For each line below that contains the word "ring", make a copy.

____ Record set

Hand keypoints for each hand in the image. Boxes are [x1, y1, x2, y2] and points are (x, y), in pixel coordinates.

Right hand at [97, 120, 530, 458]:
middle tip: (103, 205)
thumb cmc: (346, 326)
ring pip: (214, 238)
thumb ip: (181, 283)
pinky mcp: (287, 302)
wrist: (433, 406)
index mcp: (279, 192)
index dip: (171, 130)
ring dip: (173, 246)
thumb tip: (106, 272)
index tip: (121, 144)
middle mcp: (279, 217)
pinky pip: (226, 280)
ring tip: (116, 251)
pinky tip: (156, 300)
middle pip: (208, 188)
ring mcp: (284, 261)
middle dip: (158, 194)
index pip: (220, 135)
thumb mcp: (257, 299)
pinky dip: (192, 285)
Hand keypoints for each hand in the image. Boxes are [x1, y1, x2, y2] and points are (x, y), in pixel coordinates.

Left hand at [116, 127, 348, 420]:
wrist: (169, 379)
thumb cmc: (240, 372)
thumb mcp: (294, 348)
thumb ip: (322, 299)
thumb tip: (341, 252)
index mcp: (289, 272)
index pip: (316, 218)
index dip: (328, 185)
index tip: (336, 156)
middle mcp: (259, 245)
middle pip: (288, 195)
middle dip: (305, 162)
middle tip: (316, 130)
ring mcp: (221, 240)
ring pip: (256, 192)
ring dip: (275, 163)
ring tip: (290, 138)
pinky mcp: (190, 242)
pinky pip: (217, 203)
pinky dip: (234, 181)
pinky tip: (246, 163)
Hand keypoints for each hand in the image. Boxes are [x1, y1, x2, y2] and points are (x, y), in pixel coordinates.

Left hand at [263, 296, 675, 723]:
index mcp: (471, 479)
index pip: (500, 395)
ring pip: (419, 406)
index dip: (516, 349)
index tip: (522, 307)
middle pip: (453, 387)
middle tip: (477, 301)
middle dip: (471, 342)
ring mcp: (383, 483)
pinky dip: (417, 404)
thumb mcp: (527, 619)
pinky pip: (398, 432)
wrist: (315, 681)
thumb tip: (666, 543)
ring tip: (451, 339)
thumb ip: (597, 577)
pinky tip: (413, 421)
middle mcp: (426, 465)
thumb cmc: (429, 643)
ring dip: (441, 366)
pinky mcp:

________

### Finished task
ring pip: (214, 238)
ring dip: (173, 246)
ring tip: (116, 251)
ring mcp: (284, 261)
ring mcp: (221, 240)
ring pip: (256, 192)
ring dip: (275, 163)
ring tip: (290, 138)
ring pip: (419, 406)
ring mcp: (383, 483)
ring tip: (451, 339)
ring dip: (441, 366)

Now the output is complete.